Maybe you need more help then? Your GP might be able to refer you for counselling or Cognitive Behaviour Therapy to move you on mentally. There are a lot of resources on the web as well, google NHS sites that can give you pointers towards maintaining good mental health. Other things that can help are cutting down on stimulants, eating well and getting fresh air and exercise. You probably know all this already, please forgive me if I sound patronising. I just know I've been in your shoes and on a bad day I would have traded places with anyone, just not to be "me". When I'm well I wouldn't want to be anyone else BUT "me". You deserve to feel that way too.

swallowedAfly · 10/08/2013 15:30

thanks cushtie. i know the drill - been here before and no doubt will be again and there is a clear line of things that have been/are going on to point at as 'why' it's overloading at the minute.

i actually started seeing a private counsellor a couple of weeks ago because i was aware i was feeling vulnerable and that feeling was kicking off a lot of stuff for me and i needed to try and address it rather than just avoid vulnerability at all costs itms. was aware that my spiral of shame head was getting triggered very easily and i needed to try and stop going there.

sorry - feel embarrassed that my light aibu thread has turned into me splurging my laundry all over the shop.
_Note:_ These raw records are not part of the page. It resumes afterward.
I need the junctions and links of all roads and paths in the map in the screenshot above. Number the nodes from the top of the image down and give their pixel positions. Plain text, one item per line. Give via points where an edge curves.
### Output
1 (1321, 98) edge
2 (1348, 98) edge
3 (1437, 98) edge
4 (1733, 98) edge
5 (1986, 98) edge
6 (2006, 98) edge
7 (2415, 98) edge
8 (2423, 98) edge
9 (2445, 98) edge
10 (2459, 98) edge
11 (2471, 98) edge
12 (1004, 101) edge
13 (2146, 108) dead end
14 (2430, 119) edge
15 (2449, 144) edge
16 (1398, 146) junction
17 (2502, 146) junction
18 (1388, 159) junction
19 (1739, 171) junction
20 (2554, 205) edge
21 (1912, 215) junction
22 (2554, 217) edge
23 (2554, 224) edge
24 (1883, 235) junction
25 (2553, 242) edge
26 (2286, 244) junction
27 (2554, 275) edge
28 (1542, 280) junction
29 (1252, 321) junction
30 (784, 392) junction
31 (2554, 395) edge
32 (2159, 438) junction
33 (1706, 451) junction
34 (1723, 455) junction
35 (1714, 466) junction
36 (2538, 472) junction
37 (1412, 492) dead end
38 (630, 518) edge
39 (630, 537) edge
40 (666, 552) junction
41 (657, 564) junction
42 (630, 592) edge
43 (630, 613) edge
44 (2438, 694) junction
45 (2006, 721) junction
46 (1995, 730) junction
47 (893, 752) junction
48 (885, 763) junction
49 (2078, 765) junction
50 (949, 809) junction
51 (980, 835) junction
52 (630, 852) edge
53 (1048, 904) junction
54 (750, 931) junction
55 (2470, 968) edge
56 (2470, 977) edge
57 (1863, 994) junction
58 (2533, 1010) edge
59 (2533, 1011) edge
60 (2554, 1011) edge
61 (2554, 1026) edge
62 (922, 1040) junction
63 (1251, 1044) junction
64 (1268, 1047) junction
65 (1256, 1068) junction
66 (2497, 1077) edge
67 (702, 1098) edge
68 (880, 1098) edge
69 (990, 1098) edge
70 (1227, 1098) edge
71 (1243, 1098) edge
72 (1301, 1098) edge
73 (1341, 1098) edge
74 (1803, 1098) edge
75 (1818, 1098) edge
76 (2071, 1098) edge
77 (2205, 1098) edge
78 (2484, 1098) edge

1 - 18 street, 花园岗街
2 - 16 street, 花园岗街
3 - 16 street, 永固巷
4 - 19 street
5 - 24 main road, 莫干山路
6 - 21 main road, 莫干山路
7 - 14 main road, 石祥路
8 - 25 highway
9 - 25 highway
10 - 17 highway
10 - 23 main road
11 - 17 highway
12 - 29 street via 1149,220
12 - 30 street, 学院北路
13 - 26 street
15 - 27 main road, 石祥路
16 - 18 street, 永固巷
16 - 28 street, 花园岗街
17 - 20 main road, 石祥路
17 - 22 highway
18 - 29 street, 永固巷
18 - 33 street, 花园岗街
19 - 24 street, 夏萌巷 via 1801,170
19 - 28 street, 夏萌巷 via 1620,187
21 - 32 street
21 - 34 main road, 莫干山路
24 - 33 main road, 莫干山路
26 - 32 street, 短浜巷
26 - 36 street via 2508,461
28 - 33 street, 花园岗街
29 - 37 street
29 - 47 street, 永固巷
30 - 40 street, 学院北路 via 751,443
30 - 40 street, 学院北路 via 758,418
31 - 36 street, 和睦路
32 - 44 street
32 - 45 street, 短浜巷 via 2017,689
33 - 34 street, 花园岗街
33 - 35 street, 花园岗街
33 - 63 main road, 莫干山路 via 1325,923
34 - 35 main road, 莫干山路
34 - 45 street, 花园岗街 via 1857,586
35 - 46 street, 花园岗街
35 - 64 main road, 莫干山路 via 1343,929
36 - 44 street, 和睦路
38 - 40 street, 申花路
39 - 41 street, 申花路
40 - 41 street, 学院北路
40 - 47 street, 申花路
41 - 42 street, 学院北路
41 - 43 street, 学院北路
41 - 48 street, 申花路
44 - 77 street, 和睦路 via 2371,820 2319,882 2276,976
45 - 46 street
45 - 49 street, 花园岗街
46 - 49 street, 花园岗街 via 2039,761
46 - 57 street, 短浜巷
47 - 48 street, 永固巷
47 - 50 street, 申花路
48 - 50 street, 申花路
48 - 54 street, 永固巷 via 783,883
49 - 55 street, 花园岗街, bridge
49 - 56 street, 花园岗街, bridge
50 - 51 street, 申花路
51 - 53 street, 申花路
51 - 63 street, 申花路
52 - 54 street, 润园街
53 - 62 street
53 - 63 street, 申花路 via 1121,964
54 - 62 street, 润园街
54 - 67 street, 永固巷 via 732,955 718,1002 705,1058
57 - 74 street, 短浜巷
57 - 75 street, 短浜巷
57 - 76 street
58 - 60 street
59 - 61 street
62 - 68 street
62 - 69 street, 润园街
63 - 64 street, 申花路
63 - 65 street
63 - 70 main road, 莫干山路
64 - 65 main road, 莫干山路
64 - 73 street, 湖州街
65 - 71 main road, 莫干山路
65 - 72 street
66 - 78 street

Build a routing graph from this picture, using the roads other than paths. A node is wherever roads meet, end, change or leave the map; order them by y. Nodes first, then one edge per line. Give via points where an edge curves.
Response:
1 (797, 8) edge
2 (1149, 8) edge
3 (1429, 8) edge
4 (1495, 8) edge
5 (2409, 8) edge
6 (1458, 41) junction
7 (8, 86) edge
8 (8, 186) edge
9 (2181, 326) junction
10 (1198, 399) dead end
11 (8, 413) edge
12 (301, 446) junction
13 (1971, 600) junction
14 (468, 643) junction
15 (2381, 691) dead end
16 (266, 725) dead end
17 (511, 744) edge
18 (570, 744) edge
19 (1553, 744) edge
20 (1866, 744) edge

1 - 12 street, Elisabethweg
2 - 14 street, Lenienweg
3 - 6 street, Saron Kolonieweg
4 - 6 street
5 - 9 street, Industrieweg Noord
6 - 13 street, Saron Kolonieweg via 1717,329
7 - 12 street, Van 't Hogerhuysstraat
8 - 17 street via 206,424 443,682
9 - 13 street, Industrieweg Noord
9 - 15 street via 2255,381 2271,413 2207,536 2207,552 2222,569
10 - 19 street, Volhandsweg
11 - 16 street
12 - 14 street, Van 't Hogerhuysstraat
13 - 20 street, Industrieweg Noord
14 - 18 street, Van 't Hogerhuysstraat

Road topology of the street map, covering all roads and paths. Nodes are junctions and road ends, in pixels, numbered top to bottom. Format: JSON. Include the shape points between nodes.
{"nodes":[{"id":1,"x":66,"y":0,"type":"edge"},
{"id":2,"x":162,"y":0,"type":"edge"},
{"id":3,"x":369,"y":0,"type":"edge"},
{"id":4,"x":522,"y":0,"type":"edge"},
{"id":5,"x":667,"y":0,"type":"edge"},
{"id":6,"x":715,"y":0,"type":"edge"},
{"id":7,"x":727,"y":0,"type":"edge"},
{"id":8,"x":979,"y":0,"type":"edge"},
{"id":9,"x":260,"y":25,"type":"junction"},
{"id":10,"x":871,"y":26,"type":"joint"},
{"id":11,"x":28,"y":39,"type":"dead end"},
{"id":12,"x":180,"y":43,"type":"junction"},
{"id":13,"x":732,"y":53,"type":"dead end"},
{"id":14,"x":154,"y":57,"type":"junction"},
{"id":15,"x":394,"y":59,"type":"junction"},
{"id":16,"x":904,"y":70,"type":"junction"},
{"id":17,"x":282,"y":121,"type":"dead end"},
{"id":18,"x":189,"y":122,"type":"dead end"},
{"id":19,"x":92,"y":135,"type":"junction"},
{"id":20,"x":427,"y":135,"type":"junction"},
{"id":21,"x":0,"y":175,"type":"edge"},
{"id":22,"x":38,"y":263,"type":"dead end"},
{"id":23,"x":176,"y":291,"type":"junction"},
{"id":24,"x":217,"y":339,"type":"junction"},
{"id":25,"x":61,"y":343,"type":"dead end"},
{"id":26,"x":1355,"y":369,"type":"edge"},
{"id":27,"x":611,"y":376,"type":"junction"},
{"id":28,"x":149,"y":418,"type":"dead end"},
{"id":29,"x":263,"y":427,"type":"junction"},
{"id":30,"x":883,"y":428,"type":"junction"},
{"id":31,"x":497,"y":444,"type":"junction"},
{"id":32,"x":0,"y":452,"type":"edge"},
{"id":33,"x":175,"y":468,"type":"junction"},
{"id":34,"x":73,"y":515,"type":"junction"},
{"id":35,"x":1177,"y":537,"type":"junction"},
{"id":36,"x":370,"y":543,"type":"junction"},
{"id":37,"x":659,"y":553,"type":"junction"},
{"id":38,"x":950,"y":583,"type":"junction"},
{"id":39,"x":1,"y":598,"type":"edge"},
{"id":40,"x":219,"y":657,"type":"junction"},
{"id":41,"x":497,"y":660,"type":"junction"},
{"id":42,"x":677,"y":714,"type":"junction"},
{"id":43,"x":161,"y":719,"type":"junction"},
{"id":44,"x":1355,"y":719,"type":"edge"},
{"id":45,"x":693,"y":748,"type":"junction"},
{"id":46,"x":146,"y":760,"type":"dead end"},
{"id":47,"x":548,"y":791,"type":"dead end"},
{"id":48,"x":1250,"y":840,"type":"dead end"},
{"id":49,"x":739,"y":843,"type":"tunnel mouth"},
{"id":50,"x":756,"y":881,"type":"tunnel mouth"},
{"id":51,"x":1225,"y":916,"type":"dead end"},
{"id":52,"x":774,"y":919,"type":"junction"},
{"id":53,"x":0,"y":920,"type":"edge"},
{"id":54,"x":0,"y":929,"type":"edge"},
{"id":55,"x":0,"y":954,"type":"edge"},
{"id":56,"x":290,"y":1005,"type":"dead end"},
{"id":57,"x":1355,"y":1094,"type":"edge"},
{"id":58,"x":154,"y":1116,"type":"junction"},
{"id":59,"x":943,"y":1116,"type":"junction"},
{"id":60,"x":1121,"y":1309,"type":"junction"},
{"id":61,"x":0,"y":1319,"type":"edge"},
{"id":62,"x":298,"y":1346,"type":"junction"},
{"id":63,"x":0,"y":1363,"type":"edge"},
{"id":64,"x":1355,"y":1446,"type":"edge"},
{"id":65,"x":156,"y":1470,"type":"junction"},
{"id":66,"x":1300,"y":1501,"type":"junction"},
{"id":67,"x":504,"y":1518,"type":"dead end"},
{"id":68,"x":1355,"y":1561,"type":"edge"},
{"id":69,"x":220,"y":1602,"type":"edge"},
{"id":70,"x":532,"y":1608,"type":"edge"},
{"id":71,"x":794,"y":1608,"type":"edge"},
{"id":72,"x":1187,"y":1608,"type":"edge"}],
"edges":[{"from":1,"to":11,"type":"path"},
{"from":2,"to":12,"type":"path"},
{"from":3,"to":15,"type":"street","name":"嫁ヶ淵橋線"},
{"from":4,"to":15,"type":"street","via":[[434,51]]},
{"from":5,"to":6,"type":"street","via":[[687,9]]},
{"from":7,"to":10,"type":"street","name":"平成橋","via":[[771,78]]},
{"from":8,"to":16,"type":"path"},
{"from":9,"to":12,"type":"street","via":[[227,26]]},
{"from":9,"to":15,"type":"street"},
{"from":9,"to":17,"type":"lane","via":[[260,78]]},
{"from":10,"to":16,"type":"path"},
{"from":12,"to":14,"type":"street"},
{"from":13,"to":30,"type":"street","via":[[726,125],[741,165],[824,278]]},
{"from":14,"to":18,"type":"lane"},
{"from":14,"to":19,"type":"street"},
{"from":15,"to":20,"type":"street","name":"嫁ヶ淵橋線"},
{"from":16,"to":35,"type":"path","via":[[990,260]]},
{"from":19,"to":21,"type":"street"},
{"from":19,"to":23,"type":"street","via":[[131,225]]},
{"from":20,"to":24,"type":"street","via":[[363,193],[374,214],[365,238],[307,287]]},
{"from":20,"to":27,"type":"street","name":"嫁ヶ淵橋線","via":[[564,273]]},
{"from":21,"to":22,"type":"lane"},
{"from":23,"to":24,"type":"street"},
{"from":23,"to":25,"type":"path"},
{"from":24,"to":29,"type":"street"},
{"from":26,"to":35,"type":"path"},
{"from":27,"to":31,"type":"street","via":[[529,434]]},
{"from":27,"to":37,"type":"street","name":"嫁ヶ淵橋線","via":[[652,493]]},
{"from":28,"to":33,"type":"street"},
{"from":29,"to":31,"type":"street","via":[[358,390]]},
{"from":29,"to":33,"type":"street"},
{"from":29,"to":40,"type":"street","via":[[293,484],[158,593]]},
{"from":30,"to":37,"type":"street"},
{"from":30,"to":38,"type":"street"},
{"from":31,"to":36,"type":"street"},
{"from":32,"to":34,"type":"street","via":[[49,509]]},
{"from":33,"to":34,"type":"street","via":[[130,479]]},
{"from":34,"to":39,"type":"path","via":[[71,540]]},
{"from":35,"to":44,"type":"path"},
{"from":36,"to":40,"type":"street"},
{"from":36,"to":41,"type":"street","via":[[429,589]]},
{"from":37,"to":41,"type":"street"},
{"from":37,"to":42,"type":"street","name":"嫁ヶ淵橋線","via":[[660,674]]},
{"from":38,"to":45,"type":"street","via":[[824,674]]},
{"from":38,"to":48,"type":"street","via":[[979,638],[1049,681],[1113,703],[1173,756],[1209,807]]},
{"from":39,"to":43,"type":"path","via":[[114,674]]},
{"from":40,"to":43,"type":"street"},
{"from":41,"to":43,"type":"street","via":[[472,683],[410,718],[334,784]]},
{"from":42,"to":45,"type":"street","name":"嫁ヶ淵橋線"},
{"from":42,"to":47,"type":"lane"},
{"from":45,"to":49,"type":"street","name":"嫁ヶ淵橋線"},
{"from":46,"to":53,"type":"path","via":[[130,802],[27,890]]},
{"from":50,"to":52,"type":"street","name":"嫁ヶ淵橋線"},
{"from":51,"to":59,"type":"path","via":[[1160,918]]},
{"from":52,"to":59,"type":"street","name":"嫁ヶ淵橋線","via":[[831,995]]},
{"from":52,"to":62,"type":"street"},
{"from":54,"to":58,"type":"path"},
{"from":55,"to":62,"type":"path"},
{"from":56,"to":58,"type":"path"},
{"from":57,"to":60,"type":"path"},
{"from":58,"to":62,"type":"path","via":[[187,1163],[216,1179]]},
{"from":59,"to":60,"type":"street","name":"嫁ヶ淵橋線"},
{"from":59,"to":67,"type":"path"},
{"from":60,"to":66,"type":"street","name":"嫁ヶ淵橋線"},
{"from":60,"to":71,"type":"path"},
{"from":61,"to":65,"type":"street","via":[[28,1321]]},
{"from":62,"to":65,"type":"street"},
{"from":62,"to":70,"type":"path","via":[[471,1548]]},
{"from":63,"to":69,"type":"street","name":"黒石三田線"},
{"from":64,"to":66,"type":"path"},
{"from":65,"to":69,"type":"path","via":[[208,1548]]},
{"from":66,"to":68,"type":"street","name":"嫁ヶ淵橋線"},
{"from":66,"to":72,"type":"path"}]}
i think i'm actually feeling a bit lonely and unsupported which is really hard for me to admit because i invest so much of my self worth in how independent i am etc.

OP posts:
swallowedAfly · 10/08/2013 15:32

i guess it's not a couple of days away that i need really though that's what my head seized on. not sure what it is i need except that maybe - impossible as it is obviously - it would be nice to be taken care of rather than take care 'of' for a bit. not an option though.

OP posts:
cushtie335 · 10/08/2013 15:35

Strong independent people tend to "crash" much harder than ones who are needy and clingy and expect everyone else to pick up after them emotionally so what you're feeling is perfectly natural. I don't really know what else to say to you as you probably know already how it's all going to play out eventually. I just hope you get to where you need to be bud.